Sam made himself even more scarce, researching different aspects of incubus lore. Dean kept on working in Bobby’s shop, forcing himself to move forward same as if he’d had a real injury. There was a low-level burn through his body now, like being packed full of coals. It was too bad they’d alienated every remaining hunter in the world except for Bobby and Jo (and the two of them weren’t all that thrilled with the Winchesters either, at this point). He entertained a fantasy about Ellen for a while, but imagination just cranked him a couple of degrees higher. Pretty soon he was going to have to think about hiring someone, except there was no way that an outsider would understand, and there were enough nasty surprises in a working girl’s life that he hated the thought of being another one.

He tried to stay active, at least when Sam was hovering within earshot, but he ended up spending a lot of time propped up on a bench, looking at his tools through half-closed eyes. He was pretty sure Sam was spying on him, but he wasn’t really up to stealth and turning the tables.

Pain could strip away everything else: dignity, morality, love. Turned out desire could work a lot like pain.

Dean was taking a nap—lying down, anyway—in the panic room when Sam came for him for the first time in days.

“Dean,” he said, and the raw need in his voice brought Dean to sitting so fast his head spun.

“Yeah, Sam,” voice rusted nearly through.

“You know it’s not because I want—I just want you to be okay.”

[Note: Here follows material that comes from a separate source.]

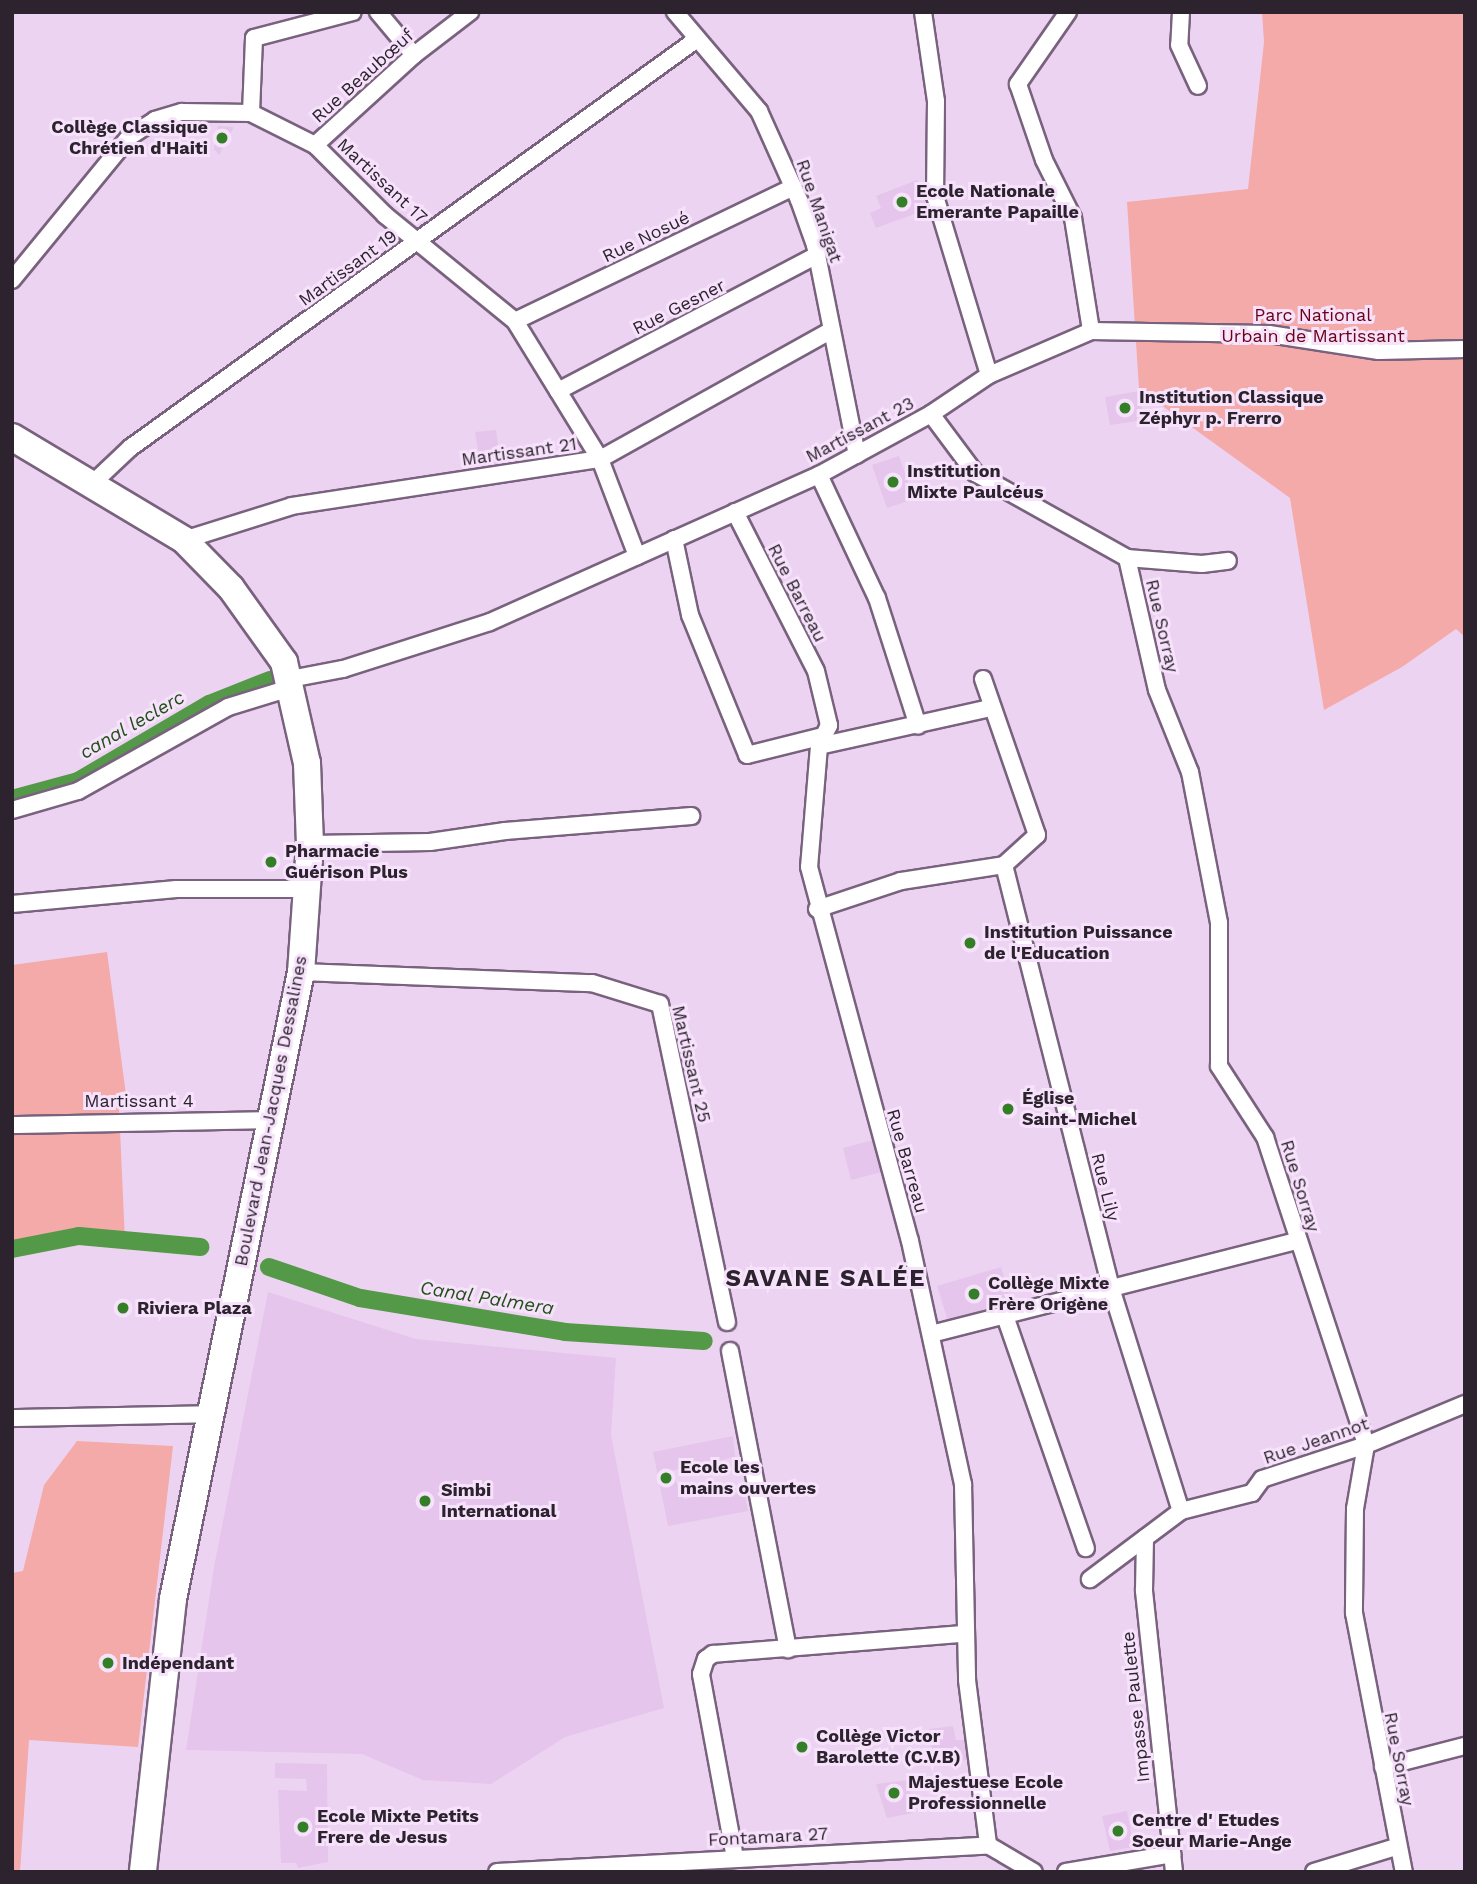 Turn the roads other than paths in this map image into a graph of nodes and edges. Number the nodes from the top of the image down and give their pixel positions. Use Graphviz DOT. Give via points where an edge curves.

Dean snorted and shook his head, feeling like he was carrying the weight of a spare tire around on his neck. “Yeah, that’s not in the cards, so what’s your second choice?”

Sam closed his eyes. “If you still think you can—I will.”

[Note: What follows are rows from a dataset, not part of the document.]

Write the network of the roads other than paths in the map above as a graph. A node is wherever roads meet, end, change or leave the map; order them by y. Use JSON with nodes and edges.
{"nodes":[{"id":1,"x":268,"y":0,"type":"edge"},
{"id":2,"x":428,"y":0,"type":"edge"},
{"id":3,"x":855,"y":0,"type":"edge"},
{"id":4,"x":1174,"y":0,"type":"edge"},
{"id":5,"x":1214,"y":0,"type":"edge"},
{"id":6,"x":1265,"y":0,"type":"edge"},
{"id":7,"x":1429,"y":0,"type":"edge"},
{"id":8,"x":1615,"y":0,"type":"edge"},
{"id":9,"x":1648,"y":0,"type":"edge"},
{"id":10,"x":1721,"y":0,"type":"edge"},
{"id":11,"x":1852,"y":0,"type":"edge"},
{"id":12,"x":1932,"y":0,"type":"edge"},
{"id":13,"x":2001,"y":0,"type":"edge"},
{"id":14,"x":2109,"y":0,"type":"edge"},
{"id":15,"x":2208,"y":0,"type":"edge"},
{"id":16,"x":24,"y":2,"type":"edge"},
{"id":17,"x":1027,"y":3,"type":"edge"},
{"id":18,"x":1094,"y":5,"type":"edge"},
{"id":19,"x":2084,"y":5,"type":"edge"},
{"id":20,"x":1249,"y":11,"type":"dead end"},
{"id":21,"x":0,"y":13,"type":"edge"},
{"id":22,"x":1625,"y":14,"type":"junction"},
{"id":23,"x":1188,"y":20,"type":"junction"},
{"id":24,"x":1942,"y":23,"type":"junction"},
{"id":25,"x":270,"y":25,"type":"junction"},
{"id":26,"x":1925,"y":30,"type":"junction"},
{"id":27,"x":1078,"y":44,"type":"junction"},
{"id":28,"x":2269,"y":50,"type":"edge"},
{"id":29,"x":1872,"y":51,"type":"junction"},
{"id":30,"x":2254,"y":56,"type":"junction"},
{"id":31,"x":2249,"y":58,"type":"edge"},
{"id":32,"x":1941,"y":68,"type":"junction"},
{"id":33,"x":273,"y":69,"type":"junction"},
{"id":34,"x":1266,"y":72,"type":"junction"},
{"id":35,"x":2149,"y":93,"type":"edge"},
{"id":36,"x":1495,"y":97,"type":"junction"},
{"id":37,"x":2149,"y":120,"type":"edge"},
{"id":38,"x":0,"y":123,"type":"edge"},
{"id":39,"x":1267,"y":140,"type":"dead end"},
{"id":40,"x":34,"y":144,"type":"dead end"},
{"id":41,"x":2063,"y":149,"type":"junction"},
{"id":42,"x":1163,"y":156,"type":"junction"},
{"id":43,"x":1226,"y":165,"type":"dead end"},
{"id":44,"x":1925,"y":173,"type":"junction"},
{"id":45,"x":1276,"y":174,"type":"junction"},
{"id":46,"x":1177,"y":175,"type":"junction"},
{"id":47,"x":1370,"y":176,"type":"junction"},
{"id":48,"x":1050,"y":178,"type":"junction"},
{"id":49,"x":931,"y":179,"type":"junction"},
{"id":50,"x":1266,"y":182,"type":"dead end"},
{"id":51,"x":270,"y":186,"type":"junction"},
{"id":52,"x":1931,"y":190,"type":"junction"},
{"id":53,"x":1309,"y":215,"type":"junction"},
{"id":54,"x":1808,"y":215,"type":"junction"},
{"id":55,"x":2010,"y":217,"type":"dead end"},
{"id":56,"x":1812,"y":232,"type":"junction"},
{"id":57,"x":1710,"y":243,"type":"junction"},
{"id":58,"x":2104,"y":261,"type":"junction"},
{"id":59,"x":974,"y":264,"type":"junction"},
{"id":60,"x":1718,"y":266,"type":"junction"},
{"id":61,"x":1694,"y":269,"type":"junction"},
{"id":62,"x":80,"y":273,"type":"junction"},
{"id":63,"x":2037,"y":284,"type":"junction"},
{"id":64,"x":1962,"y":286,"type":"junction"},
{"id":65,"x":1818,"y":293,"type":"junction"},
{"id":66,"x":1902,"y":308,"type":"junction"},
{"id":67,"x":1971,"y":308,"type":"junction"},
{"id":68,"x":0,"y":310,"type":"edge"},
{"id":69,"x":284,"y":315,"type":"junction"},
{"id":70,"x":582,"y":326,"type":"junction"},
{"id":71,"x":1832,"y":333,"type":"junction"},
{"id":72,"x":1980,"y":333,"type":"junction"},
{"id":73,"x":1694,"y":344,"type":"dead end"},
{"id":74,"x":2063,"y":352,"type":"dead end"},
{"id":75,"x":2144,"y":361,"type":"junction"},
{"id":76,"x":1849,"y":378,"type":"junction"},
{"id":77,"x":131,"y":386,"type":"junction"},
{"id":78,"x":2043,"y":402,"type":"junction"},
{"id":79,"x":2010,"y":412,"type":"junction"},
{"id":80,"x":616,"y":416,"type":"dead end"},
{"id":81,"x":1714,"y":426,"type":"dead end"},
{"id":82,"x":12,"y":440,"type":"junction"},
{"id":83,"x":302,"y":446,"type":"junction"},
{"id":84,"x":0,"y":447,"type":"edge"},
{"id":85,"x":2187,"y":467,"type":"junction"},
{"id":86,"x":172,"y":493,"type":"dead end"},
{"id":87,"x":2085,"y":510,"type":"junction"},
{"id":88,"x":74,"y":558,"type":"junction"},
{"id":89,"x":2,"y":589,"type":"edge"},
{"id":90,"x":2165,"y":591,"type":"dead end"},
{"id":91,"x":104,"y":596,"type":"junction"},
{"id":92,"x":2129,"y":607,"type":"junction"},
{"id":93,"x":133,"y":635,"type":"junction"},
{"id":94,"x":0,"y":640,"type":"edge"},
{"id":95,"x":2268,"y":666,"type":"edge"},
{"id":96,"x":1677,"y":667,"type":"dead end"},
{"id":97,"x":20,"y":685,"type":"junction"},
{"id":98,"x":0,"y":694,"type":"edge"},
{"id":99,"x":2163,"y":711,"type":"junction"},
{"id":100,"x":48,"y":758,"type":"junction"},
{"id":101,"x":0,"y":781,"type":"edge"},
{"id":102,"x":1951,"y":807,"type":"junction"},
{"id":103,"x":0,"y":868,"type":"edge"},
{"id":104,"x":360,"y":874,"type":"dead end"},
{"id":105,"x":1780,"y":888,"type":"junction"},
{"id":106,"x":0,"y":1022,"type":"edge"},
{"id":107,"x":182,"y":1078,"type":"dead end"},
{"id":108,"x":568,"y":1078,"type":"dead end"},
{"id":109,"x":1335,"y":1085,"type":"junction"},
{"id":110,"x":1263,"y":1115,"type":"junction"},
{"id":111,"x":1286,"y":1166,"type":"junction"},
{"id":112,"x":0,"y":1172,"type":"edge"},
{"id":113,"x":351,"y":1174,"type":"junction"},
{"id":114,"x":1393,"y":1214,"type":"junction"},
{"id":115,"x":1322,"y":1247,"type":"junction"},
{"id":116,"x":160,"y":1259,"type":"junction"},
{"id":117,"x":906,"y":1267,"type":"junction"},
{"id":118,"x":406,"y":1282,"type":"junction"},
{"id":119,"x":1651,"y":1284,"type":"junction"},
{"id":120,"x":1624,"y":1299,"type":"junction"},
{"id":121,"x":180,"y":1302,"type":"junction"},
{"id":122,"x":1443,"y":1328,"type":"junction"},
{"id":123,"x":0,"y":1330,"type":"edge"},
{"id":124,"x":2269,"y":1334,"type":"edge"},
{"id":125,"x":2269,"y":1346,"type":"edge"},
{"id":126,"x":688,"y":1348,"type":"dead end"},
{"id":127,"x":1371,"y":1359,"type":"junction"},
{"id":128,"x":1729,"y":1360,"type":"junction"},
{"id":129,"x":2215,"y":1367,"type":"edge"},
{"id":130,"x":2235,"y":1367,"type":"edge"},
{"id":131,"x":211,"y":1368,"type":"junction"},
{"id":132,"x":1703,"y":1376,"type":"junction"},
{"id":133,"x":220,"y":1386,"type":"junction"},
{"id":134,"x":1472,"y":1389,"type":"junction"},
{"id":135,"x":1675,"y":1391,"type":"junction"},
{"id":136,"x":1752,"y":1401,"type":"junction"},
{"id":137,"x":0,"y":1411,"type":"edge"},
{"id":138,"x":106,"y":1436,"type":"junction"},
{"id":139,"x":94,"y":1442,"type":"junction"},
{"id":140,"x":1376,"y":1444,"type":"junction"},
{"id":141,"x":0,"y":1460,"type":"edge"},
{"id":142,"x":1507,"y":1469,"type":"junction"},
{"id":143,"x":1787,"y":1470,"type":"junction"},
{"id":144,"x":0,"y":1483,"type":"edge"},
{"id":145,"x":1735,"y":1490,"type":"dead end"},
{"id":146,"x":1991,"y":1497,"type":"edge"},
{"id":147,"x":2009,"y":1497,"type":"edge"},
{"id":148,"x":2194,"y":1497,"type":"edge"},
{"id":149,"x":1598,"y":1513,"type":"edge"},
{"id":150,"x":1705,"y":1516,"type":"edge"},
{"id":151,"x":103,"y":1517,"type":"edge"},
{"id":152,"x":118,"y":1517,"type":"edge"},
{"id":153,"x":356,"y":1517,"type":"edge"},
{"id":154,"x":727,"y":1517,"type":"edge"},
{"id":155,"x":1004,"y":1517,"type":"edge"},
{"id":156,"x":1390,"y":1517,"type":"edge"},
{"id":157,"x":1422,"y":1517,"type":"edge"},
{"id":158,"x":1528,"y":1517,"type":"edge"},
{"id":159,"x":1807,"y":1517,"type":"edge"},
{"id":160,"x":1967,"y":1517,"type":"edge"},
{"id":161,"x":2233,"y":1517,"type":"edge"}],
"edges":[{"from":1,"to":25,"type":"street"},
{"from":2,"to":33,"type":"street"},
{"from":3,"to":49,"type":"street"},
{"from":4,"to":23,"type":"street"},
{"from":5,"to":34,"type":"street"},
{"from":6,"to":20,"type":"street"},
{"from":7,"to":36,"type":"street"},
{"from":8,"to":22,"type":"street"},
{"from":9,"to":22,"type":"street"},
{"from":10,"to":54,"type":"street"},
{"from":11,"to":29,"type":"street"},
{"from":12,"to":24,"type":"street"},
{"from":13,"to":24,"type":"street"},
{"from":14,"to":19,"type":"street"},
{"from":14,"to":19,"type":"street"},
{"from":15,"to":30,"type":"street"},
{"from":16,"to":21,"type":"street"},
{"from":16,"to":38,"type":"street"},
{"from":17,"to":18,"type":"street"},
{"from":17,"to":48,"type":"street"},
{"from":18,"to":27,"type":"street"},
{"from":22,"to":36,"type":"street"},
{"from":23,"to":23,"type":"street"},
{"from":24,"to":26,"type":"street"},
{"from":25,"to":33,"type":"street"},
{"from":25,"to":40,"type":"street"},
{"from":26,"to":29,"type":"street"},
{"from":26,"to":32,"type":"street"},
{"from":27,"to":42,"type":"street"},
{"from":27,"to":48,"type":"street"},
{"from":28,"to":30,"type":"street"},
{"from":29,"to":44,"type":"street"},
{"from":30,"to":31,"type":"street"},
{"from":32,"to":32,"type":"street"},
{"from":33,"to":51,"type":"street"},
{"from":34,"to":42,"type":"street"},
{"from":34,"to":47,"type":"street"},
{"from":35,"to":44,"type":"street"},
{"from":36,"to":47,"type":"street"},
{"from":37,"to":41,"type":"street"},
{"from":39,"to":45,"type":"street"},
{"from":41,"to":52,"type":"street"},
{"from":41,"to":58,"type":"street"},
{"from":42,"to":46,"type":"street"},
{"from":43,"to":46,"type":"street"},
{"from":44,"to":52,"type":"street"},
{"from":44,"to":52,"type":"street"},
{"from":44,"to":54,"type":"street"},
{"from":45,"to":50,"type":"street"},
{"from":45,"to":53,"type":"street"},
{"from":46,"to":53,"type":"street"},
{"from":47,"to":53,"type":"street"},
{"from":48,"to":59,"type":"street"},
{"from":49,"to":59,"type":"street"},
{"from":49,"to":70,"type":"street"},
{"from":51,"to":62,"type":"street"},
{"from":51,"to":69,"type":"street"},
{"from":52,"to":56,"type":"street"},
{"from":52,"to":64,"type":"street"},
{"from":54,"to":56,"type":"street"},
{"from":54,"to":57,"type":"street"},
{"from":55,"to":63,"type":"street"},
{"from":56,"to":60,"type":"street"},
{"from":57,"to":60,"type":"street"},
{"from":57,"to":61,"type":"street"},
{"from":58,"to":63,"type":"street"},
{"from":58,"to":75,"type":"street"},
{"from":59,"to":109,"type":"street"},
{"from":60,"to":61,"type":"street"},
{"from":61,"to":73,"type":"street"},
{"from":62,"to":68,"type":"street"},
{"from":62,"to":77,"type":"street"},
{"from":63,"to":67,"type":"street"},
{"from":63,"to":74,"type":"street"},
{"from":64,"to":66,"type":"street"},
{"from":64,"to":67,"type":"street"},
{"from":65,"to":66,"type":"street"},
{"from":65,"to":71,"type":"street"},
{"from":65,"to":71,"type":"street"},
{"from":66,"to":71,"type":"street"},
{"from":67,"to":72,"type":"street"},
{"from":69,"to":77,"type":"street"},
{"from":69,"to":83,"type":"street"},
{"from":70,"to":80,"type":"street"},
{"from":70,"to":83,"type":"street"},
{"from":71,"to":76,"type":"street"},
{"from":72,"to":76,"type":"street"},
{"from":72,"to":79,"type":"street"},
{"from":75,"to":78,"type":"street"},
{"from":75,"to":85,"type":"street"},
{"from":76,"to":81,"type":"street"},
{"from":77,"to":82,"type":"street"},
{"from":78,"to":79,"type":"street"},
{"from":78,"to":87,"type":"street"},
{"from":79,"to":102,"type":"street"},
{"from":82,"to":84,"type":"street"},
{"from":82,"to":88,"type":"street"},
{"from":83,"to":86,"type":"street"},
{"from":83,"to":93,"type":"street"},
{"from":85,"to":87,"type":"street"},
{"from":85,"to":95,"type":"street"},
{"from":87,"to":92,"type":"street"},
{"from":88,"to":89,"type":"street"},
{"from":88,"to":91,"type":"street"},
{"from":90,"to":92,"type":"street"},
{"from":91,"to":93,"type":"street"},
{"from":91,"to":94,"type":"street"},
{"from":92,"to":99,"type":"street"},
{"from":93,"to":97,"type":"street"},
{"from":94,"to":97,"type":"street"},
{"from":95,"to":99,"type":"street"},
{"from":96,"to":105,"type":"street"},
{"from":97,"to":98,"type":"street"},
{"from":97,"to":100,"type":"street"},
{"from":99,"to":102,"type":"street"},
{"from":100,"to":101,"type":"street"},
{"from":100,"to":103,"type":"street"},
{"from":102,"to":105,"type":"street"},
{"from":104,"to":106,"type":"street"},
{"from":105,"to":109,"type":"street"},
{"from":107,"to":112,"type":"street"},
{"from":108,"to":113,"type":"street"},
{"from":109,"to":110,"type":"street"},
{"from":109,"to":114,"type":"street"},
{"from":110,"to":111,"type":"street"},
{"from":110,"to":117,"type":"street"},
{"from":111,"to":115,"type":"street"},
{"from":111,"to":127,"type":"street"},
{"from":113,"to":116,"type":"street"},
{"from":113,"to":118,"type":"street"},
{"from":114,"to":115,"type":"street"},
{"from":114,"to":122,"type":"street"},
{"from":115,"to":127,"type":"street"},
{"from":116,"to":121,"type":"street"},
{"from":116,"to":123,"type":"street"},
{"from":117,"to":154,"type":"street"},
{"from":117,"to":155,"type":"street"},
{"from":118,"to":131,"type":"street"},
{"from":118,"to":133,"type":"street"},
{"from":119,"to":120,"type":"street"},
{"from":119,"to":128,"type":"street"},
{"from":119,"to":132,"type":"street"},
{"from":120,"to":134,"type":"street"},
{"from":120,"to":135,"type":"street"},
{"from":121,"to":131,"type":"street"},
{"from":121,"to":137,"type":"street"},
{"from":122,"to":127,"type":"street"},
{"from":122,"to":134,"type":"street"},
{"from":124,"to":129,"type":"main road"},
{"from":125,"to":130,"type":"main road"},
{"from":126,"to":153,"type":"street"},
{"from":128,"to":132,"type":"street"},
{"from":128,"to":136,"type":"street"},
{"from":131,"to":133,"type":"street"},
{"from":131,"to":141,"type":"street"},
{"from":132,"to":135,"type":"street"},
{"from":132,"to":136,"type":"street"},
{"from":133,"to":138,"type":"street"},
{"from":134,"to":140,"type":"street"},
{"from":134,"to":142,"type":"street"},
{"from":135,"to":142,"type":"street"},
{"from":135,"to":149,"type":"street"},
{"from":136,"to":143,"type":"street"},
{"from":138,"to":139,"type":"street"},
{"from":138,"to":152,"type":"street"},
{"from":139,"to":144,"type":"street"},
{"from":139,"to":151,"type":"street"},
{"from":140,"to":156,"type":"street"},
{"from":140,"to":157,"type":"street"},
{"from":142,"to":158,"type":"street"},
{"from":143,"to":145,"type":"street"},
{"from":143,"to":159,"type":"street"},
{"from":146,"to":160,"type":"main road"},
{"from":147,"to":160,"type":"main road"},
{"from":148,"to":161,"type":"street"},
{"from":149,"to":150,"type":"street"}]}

Under the dull haze of hunger, Dean felt a throb of loss, because he hated that Sam thought he had to offer himself up like this. But Dean wanted him, too, helplessly and totally, even if it cost him Sam’s respect in the long term. There was no long term for him, anyway. “Oh, I can, Sam.”

Sam blinked, and Dean was relieved to see that his eyes were clear. This might be close to whoring himself out for Dean’s sake, but at least Sam was keeping it together.

Slowly, Sam reached for the amulet, closing his hand around the irregular lump of stone. Dean wasn’t sure he even knew he was doing it, yet. Dean clenched his jaw so that he wouldn’t say something that would spook Sam, even though the prospect of sweet relief was making him feel like ants were swarming over his skin. If Sam ended up saying no after this buildup, Dean swore, he was going to get seriously punched, burn or no burn.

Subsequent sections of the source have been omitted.